┌─ Input for this task
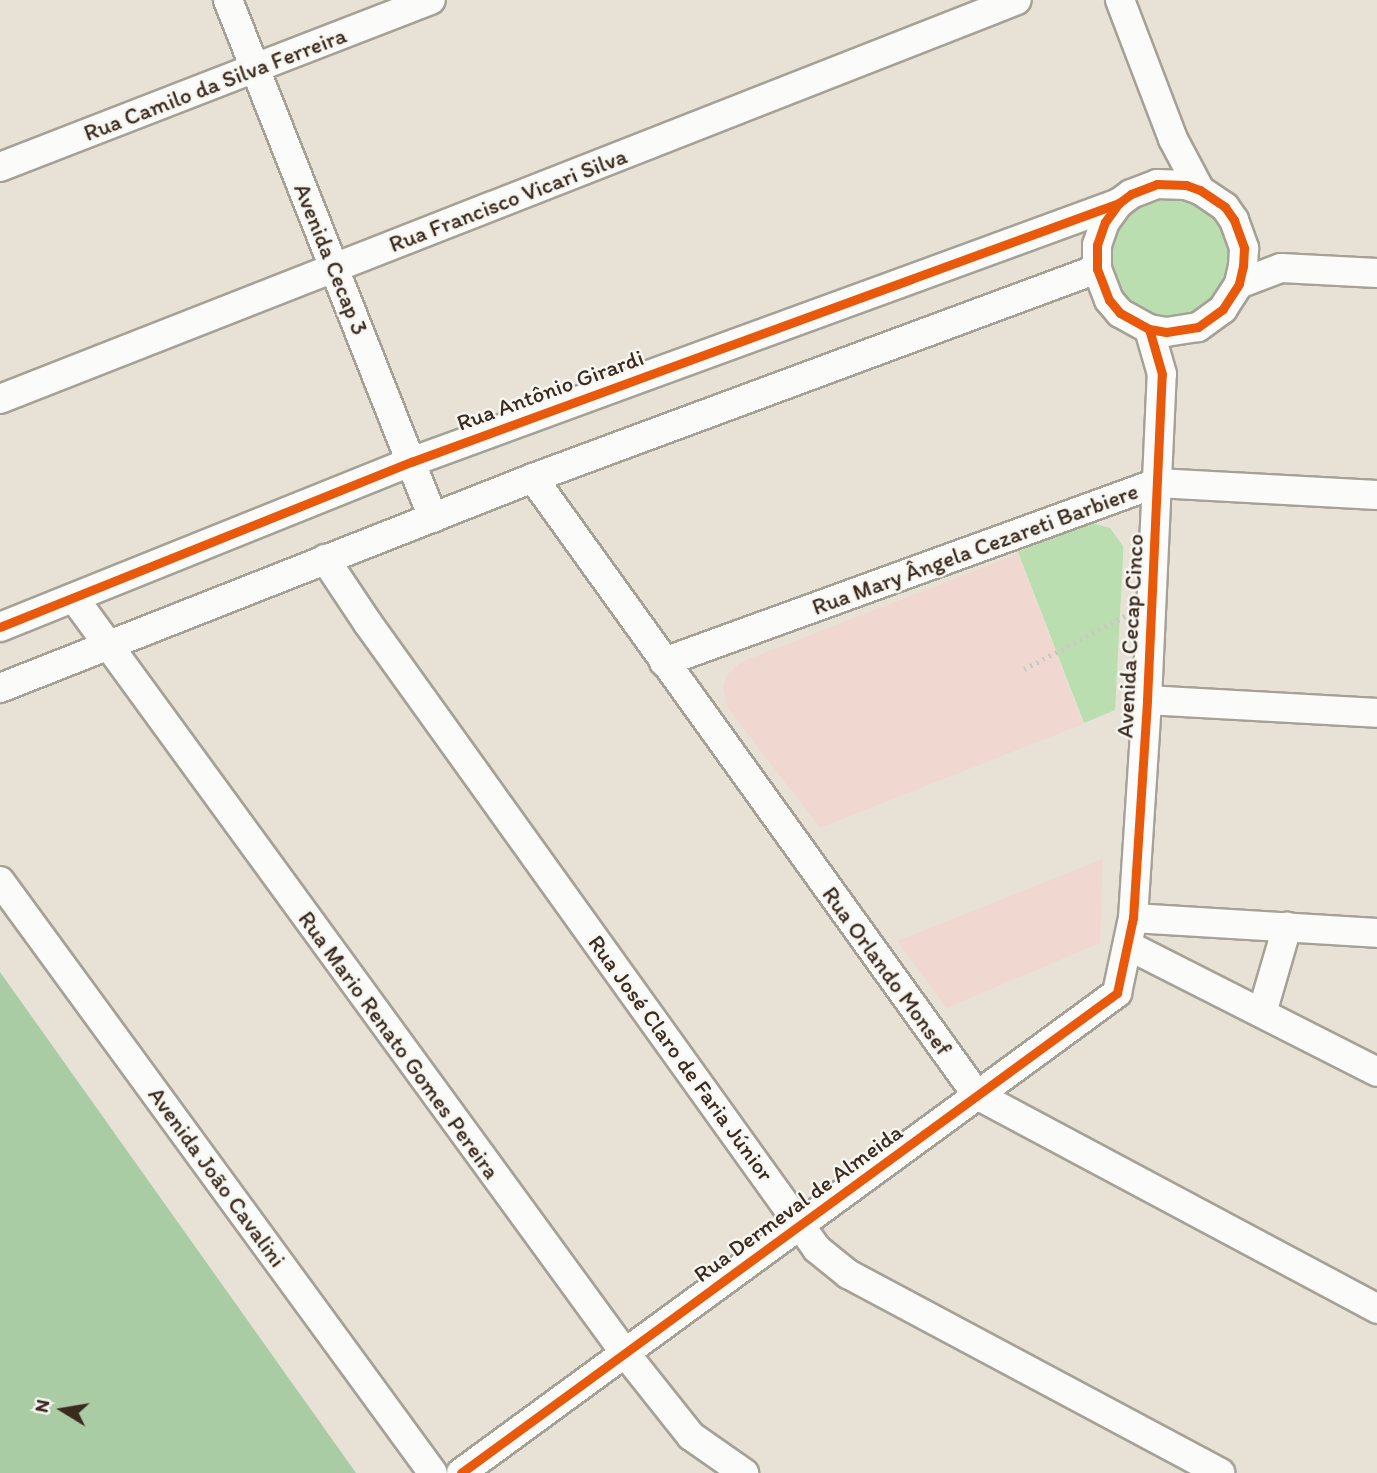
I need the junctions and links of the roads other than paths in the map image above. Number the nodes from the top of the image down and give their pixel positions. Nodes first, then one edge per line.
1 (228, 0) edge
2 (431, 0) edge
3 (1017, 0) edge
4 (1120, 0) edge
5 (256, 69) junction
6 (1172, 139) junction
7 (0, 167) edge
8 (1172, 183) junction
9 (1200, 190) junction
10 (1119, 203) junction
11 (1244, 248) junction
12 (334, 268) junction
13 (1281, 268) junction
14 (1097, 269) junction
15 (1377, 273) edge
16 (1239, 284) junction
17 (1149, 329) junction
18 (1183, 331) junction
19 (1162, 374) junction
20 (0, 399) edge
21 (411, 462) junction
22 (533, 478) junction
23 (1157, 483) junction
24 (1377, 495) edge
25 (433, 518) junction
26 (325, 559) junction
27 (74, 597) junction
28 (0, 627) edge
29 (107, 645) junction
30 (664, 662) junction
31 (0, 688) edge
32 (1147, 700) junction
33 (1377, 713) edge
34 (0, 881) edge
35 (1287, 927) junction
36 (1131, 932) junction
37 (1377, 933) edge
38 (1262, 1013) junction
39 (1377, 1072) edge
40 (977, 1096) junction
41 (801, 1224) junction
42 (1377, 1309) edge
43 (625, 1353) junction
44 (433, 1473) edge
45 (461, 1473) edge
46 (744, 1473) edge
47 (1220, 1473) edge

1 - 5 street, Avenida Cecap 3
2 - 5 street, Rua Camilo da Silva Ferreira
3 - 12 street, Rua Francisco Vicari Silva
4 - 6 street
5 - 7 street, Rua Camilo da Silva Ferreira
5 - 12 street, Avenida Cecap 3
6 - 8 street
6 - 9 street
8 - 9 street
8 - 10 street
9 - 11 street
10 - 14 street
10 - 21 street, Rua Antônio Girardi
11 - 13 street
11 - 16 street
12 - 20 street, Rua Francisco Vicari Silva
12 - 21 street, Avenida Cecap 3
13 - 15 street
13 - 16 street
14 - 17 street
14 - 22 street
16 - 18 street
17 - 18 street
17 - 19 street, Avenida Cecap Cinco
18 - 19 street, Avenida Cecap Cinco
19 - 23 street, Avenida Cecap Cinco
21 - 25 street, Avenida Cecap 3
21 - 27 street, Rua Antônio Girardi
22 - 25 street
22 - 30 street, Rua Orlando Monsef
23 - 24 street, Rua Mary Ângela Cezareti Barbiere
23 - 30 street, Rua Mary Ângela Cezareti Barbiere
23 - 32 street, Avenida Cecap Cinco
25 - 26 street
26 - 29 street
26 - 41 street, Rua José Claro de Faria Júnior
27 - 28 street, Rua Antônio Girardi
27 - 29 street, Rua Mario Renato Gomes Pereira
29 - 31 street
29 - 43 street, Rua Mario Renato Gomes Pereira
30 - 40 street, Rua Orlando Monsef
32 - 33 street
32 - 36 street, Avenida Cecap Cinco
34 - 44 street, Avenida João Cavalini
35 - 36 street
35 - 37 street
35 - 38 street
36 - 38 street
36 - 40 street, Rua Dermeval de Almeida
38 - 39 street
40 - 41 street, Rua Dermeval de Almeida
40 - 42 street, Rua Orlando Monsef
41 - 43 street, Rua Dermeval de Almeida
41 - 47 street, Rua José Claro de Faria Júnior
43 - 45 street, Rua Dermeval de Almeida
43 - 46 street, Rua Mario Renato Gomes Pereira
└─
*Task item*. Copy the material above word for word, images excluded.

*Exercise response*.
I need the junctions and links of the roads other than paths in the map image above. Number the nodes from the top of the image down and give their pixel positions. Nodes first, then one edge per line.
1 (228, 0) edge
2 (431, 0) edge
3 (1017, 0) edge
4 (1120, 0) edge
5 (256, 69) junction
6 (1172, 139) junction
7 (0, 167) edge
8 (1172, 183) junction
9 (1200, 190) junction
10 (1119, 203) junction
11 (1244, 248) junction
12 (334, 268) junction
13 (1281, 268) junction
14 (1097, 269) junction
15 (1377, 273) edge
16 (1239, 284) junction
17 (1149, 329) junction
18 (1183, 331) junction
19 (1162, 374) junction
20 (0, 399) edge
21 (411, 462) junction
22 (533, 478) junction
23 (1157, 483) junction
24 (1377, 495) edge
25 (433, 518) junction
26 (325, 559) junction
27 (74, 597) junction
28 (0, 627) edge
29 (107, 645) junction
30 (664, 662) junction
31 (0, 688) edge
32 (1147, 700) junction
33 (1377, 713) edge
34 (0, 881) edge
35 (1287, 927) junction
36 (1131, 932) junction
37 (1377, 933) edge
38 (1262, 1013) junction
39 (1377, 1072) edge
40 (977, 1096) junction
41 (801, 1224) junction
42 (1377, 1309) edge
43 (625, 1353) junction
44 (433, 1473) edge
45 (461, 1473) edge
46 (744, 1473) edge
47 (1220, 1473) edge

1 - 5 street, Avenida Cecap 3
2 - 5 street, Rua Camilo da Silva Ferreira
3 - 12 street, Rua Francisco Vicari Silva
4 - 6 street
5 - 7 street, Rua Camilo da Silva Ferreira
5 - 12 street, Avenida Cecap 3
6 - 8 street
6 - 9 street
8 - 9 street
8 - 10 street
9 - 11 street
10 - 14 street
10 - 21 street, Rua Antônio Girardi
11 - 13 street
11 - 16 street
12 - 20 street, Rua Francisco Vicari Silva
12 - 21 street, Avenida Cecap 3
13 - 15 street
13 - 16 street
14 - 17 street
14 - 22 street
16 - 18 street
17 - 18 street
17 - 19 street, Avenida Cecap Cinco
18 - 19 street, Avenida Cecap Cinco
19 - 23 street, Avenida Cecap Cinco
21 - 25 street, Avenida Cecap 3
21 - 27 street, Rua Antônio Girardi
22 - 25 street
22 - 30 street, Rua Orlando Monsef
23 - 24 street, Rua Mary Ângela Cezareti Barbiere
23 - 30 street, Rua Mary Ângela Cezareti Barbiere
23 - 32 street, Avenida Cecap Cinco
25 - 26 street
26 - 29 street
26 - 41 street, Rua José Claro de Faria Júnior
27 - 28 street, Rua Antônio Girardi
27 - 29 street, Rua Mario Renato Gomes Pereira
29 - 31 street
29 - 43 street, Rua Mario Renato Gomes Pereira
30 - 40 street, Rua Orlando Monsef
32 - 33 street
32 - 36 street, Avenida Cecap Cinco
34 - 44 street, Avenida João Cavalini
35 - 36 street
35 - 37 street
35 - 38 street
36 - 38 street
36 - 40 street, Rua Dermeval de Almeida
38 - 39 street
40 - 41 street, Rua Dermeval de Almeida
40 - 42 street, Rua Orlando Monsef
41 - 43 street, Rua Dermeval de Almeida
41 - 47 street, Rua José Claro de Faria Júnior
43 - 45 street, Rua Dermeval de Almeida
43 - 46 street, Rua Mario Renato Gomes Pereira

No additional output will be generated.